> EXERCISE: Exact copies of all the entries are needed.

> EXTRACTED MATERIAL:
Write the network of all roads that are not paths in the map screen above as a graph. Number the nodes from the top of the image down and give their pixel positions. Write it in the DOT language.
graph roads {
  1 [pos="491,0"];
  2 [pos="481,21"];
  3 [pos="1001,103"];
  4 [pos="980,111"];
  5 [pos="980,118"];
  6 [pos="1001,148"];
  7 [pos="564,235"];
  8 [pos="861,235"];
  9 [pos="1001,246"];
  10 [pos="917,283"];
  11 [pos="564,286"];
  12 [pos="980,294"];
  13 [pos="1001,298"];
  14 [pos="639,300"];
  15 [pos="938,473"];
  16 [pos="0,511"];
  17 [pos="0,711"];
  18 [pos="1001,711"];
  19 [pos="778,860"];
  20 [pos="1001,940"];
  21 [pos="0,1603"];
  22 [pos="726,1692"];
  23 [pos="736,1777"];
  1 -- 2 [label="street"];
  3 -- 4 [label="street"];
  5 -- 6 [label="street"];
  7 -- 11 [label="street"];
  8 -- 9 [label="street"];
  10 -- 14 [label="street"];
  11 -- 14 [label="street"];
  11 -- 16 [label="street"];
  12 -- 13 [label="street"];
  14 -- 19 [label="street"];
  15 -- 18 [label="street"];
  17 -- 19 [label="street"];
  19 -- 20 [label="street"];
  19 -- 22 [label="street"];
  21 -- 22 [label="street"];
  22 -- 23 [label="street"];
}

> YOUR RESPONSE:
Write the network of all roads that are not paths in the map screen above as a graph. Number the nodes from the top of the image down and give their pixel positions. Write it in the DOT language.
graph roads {
  1 [pos="491,0"];
  2 [pos="481,21"];
  3 [pos="1001,103"];
  4 [pos="980,111"];
  5 [pos="980,118"];
  6 [pos="1001,148"];
  7 [pos="564,235"];
  8 [pos="861,235"];
  9 [pos="1001,246"];
  10 [pos="917,283"];
  11 [pos="564,286"];
  12 [pos="980,294"];
  13 [pos="1001,298"];
  14 [pos="639,300"];
  15 [pos="938,473"];
  16 [pos="0,511"];
  17 [pos="0,711"];
  18 [pos="1001,711"];
  19 [pos="778,860"];
  20 [pos="1001,940"];
  21 [pos="0,1603"];
  22 [pos="726,1692"];
  23 [pos="736,1777"];
  1 -- 2 [label="street"];
  3 -- 4 [label="street"];
  5 -- 6 [label="street"];
  7 -- 11 [label="street"];
  8 -- 9 [label="street"];
  10 -- 14 [label="street"];
  11 -- 14 [label="street"];
  11 -- 16 [label="street"];
  12 -- 13 [label="street"];
  14 -- 19 [label="street"];
  15 -- 18 [label="street"];
  17 -- 19 [label="street"];
  19 -- 20 [label="street"];
  19 -- 22 [label="street"];
  21 -- 22 [label="street"];
  22 -- 23 [label="street"];
}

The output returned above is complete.